The method achieves higher precision in reaching targets.

It reduces resource consumption compared to existing approaches.

The optimization process is faster and more effective.

Abstract

Soft-growing robots are innovative devices that feature plant-inspired growth to navigate environments. Thanks to their embodied intelligence of adapting to their surroundings and the latest innovation in actuation and manufacturing, it is possible to employ them for specific manipulation tasks. The applications of these devices include exploration of delicate/dangerous environments, manipulation of items, or assistance in domestic environments. This work presents a novel approach for design optimization of soft-growing robots, which will be used prior to manufacturing to suggest engineers -- or robot designer enthusiasts -- the optimal dimension of the robot to be built for solving a specific task.

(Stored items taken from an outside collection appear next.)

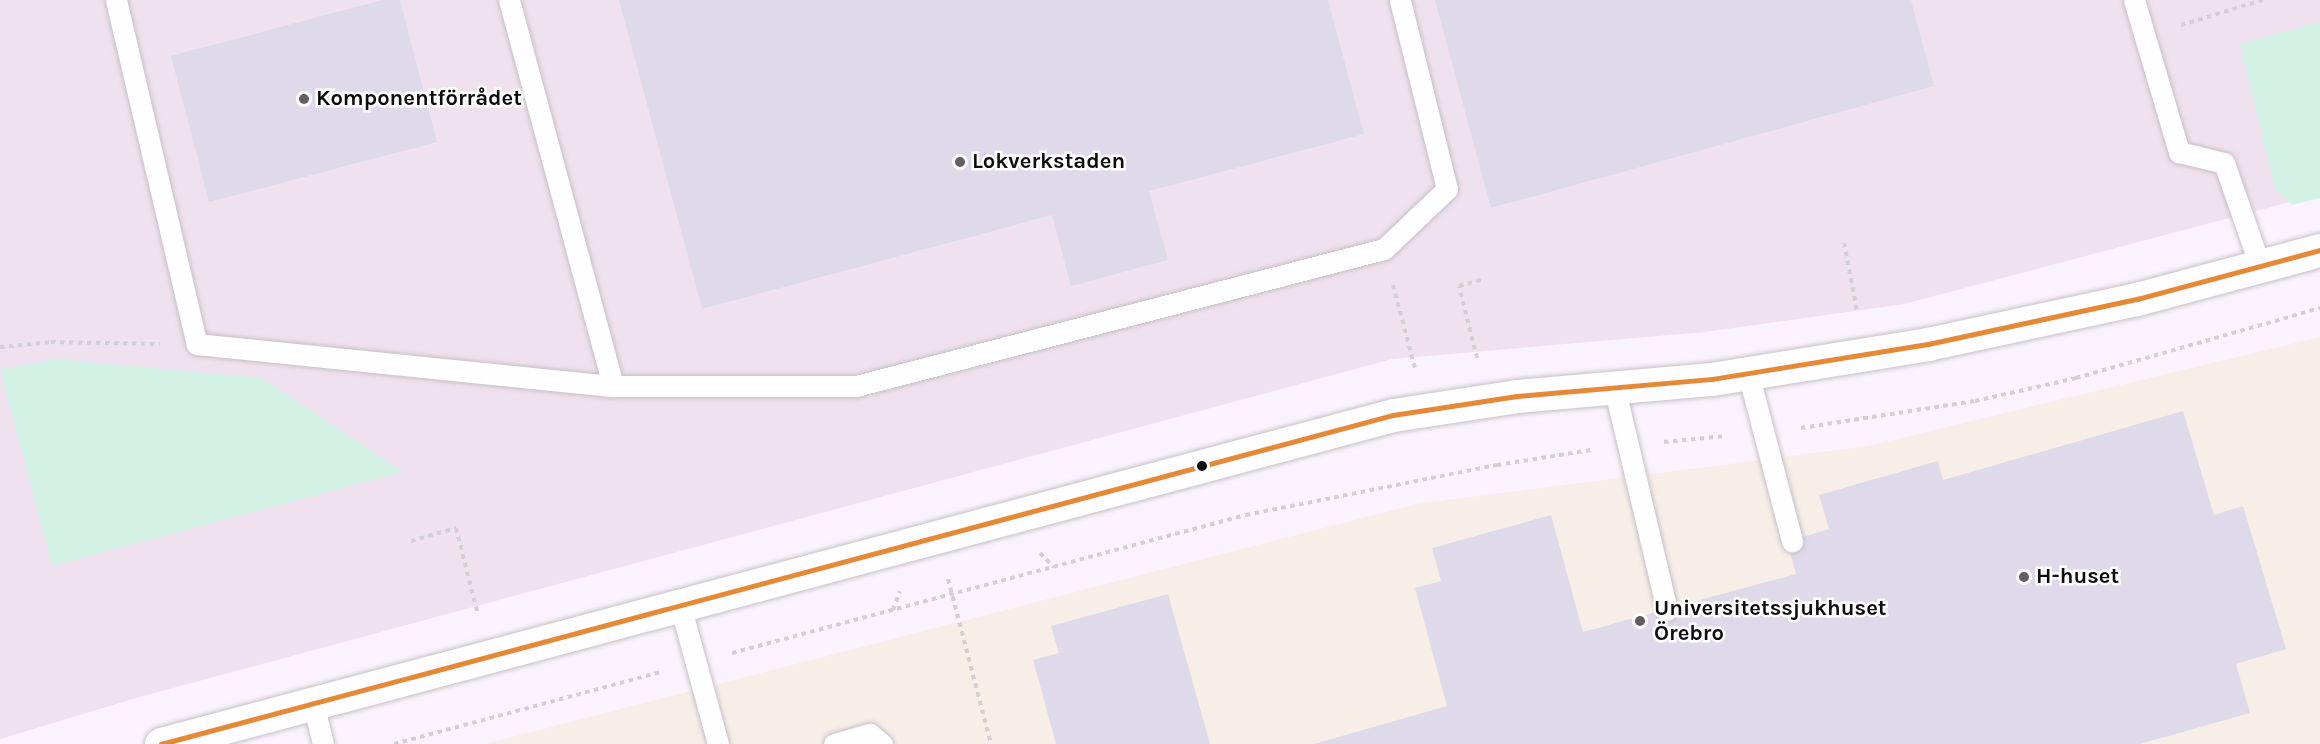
<!DOCTYPE html>
<html>
<head>
<meta charset="utf-8">
<style>
	body { margin:0 }
	#map { position:relative; width:2320px; height:744px; overflow:hidden; background:#faf2fc; font-family:Karla,sans-serif }
	div>[style] { position:absolute }
	[style*='--x'] { left:calc(var(--x)*1px); top:calc(var(--y)*1px); width:calc(var(--w)*1px); rotate:calc(var(--a)*1deg) }
	.industrial>* { inset:0; background:#f0e1ee }
	.medical>* { inset:0; background:#f6eee7 }
	.green>* { inset:0; background:#d4f1e6 }
	.building>* { inset:0; background:#dfdaea }
	.path>* { height:4px; margin-top:-2px; transform-origin:0; background:repeating-linear-gradient(90deg,#d3d0d3 0 4.5px,transparent 0 9px) }
	.roads { filter:drop-shadow(0 0 2px #c6c0c7) drop-shadow(0 0 2px #c6c0c7) }
	.lane>* { height:21px; margin:-10.5px; padding:0 10.5px; transform-origin:10.5px; border-radius:10.5px; background:#fefdff }
	.street>* { height:33px; margin:-16.5px; padding:0 16.5px; transform-origin:16.5px; border-radius:16.5px; background:#fefdff }
	.bus-1>* { height:4.5px; margin:-2.25px; padding:0 2.25px; transform-origin:2.25px; border-radius:2.25px; background:#e68937 }
	.dots>* { width:16px; height:16px; translate:-50% -50%; box-sizing:border-box; border:3px solid #fff; border-radius:50% }
	span { translate:-50% -50%; white-space:nowrap; text-align:center; line-height:1.15; -webkit-text-stroke:5px #fff; paint-order:stroke }
	.poi-label { font-size:22px; color:#100b10; font-weight:700 }
	.left { translate:0 -50%; text-align:left }
</style>
</head>
<body>
<div id="map">
	<div class="industrial">
		<div style="clip-path:polygon(0 0,2320px 0,2320px 194px,1904px 304px,1705px 332px,1392px 359px,136px 698px,0 739px)"></div>
	</div>
	<div class="medical">
		<div style="clip-path:polygon(2320px 337px,2320px 744px,485px 744px,1417px 504px,1869px 446px)"></div>
	</div>
	<div class="green">
		<div style="clip-path:polygon(2320px 22px,2320px 198px,2292px 205px,2275px 188px,2240px 44px)"></div>
		<div style="clip-path:polygon(55px 359px,262px 378px,403px 472px,52px 566px,0 369px)"></div>
	</div>
	<div class="building">
		<div style="clip-path:polygon(382px 0,400px 0,437px 142px,209px 202px,171px 56px)"></div>
		<div style="clip-path:polygon(619px 0,1328px 0,1364px 134px,1149px 191px,1168px 260px,1071px 286px,1052px 215px,702px 309px)"></div>
		<div style="clip-path:polygon(1435px 0,1911px 0,1934px 86px,1491px 208px)"></div>
		<div style="clip-path:polygon(2183px 411px,2214px 515px,2243px 506px,2286px 649px,2236px 664px,2250px 713px,2140px 744px,1314px 744px,1447px 706px,1415px 588px,1441px 581px,1432px 548px,1551px 515px,1583px 632px,1796px 574px,1787px 542px,1829px 529px,1819px 495px,1938px 461px,1943px 480px)"></div>
		<div style="clip-path:polygon(1168px 594px,1210px 744px,1056px 744px,1033px 660px,1059px 653px,1051px 626px)"></div>
	</div>
	<div class="path">
		<div style="--x:2181;--y:25;--w:86;--a:-17"></div>
		<div style="--x:1844;--y:243;--w:69;--a:79.2"></div>
		<div style="--x:1393;--y:285;--w:86;--a:75.2"></div>
		<div style="--x:0;--y:347;--w:51;--a:-5.6"></div>
		<div style="--x:51;--y:342;--w:109;--a:1.1"></div>
		<div style="--x:1477;--y:358;--w:74;--a:-104"></div>
		<div style="--x:1459;--y:286;--w:26;--a:-16"></div>
		<div style="--x:1801;--y:428;--w:176;--a:-8.8"></div>
		<div style="--x:1975;--y:401;--w:104;--a:-12.8"></div>
		<div style="--x:2076;--y:378;--w:254;--a:-16"></div>
		<div style="--x:1664;--y:442;--w:61;--a:-5.6"></div>
		<div style="--x:411;--y:541;--w:47;--a:-16.1"></div>
		<div style="--x:456;--y:528;--w:90;--a:75.8"></div>
		<div style="--x:1040;--y:553;--w:20;--a:45"></div>
		<div style="--x:948;--y:579;--w:171;--a:75.4"></div>
		<div style="--x:893;--y:610;--w:20;--a:-70"></div>
		<div style="--x:732;--y:653;--w:532;--a:-15.03"></div>
		<div style="--x:1246;--y:515;--w:256;--a:-11.3"></div>
		<div style="--x:1497;--y:465;--w:95;--a:-9.1"></div>
		<div style="--x:394;--y:744;--w:277;--a:-15.1"></div>
	</div>
	<div class="roads">
		<div class="lane">
			<div style="--x:116;--y:0;--w:353;--a:76.8"></div>
			<div style="--x:197;--y:344;--w:418;--a:5.8"></div>
			<div style="--x:613;--y:386;--w:243;--a:0"></div>
			<div style="--x:856;--y:386;--w:545;--a:-14.55"></div>
			<div style="--x:1384;--y:249;--w:87;--a:-43.6"></div>
			<div style="--x:1447;--y:189;--w:195;--a:-104"></div>
			<div style="--x:509;--y:0;--w:400;--a:74.9"></div>
			<div style="--x:2134;--y:0;--w:159;--a:73.5"></div>
			<div style="--x:2179;--y:152;--w:46;--a:13.7"></div>
			<div style="--x:2224;--y:163;--w:109;--a:70.7"></div>
			<div style="--x:1748;--y:373;--w:174;--a:75.3"></div>
			<div style="--x:1614;--y:386;--w:230;--a:76.7"></div>
			<div style="--x:680;--y:605;--w:144;--a:74.7"></div>
			<div style="--x:313;--y:703;--w:42;--a:76.3"></div>
			<div style="--x:834;--y:744;--w:37;--a:-16"></div>
			<div style="--x:870;--y:734;--w:16;--a:40"></div>
		</div>
		<div class="street">
			<div style="--x:161;--y:744;--w:1275;--a:-14.95"></div>
			<div style="--x:1393;--y:415;--w:125;--a:-8.7"></div>
			<div style="--x:1517;--y:396;--w:196;--a:-5"></div>
			<div style="--x:1712;--y:379;--w:219;--a:-9.2"></div>
			<div style="--x:1928;--y:344;--w:214;--a:-12.2"></div>
			<div style="--x:2137;--y:299;--w:189;--a:-15"></div>
		</div>
	</div>
	<div class="bus-1">
		<div style="--x:161;--y:744;--w:1275;--a:-14.95"></div>
		<div style="--x:1393;--y:415;--w:125;--a:-8.7"></div>
		<div style="--x:1517;--y:396;--w:196;--a:-5"></div>
		<div style="--x:1712;--y:379;--w:219;--a:-9.2"></div>
		<div style="--x:1928;--y:344;--w:214;--a:-12.2"></div>
		<div style="--x:2137;--y:299;--w:189;--a:-15"></div>
	</div>
	<div class="dots">
		<div style="left:304px;top:99px;background:#625c63"></div>
		<div style="left:960px;top:162px;background:#625c63"></div>
		<div style="left:1202px;top:466px;background:#100b10"></div>
		<div style="left:2024px;top:577px;background:#625c63"></div>
		<div style="left:1640px;top:621px;background:#625c63"></div>
	</div>
	<div class="poi-label">
		<span class="left" style="left:316px;top:99px">Komponentförrådet</span>
		<span class="left" style="left:972px;top:162px">Lokverkstaden</span>
		<span class="left" style="left:2036px;top:577px">H-huset</span>
		<span class="left" style="left:1654px;top:621px">Universitetssjukhuset<br>Örebro</span>
	</div>
</div>
</body>
</html>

I modeled the design process as a multi-objective optimization problem, in which I optimize the kinematic chain of a soft manipulator to reach targets and avoid unnecessary overuse of material and resources. The method exploits the advantages of population-based optimization algorithms, in particular evolutionary algorithms, to transform the problem from multi-objective into a single-objective thanks to an efficient mathematical formulation, the novel rank-partitioning algorithm, and obstacle avoidance integrated within the optimizer operators. I tested the proposed method on different tasks to access its optimality, which showed significant performance in solving the problem. Finally, comparative experiments showed that the proposed method works better than the one existing in the literature in terms of precision, resource consumption, and run time.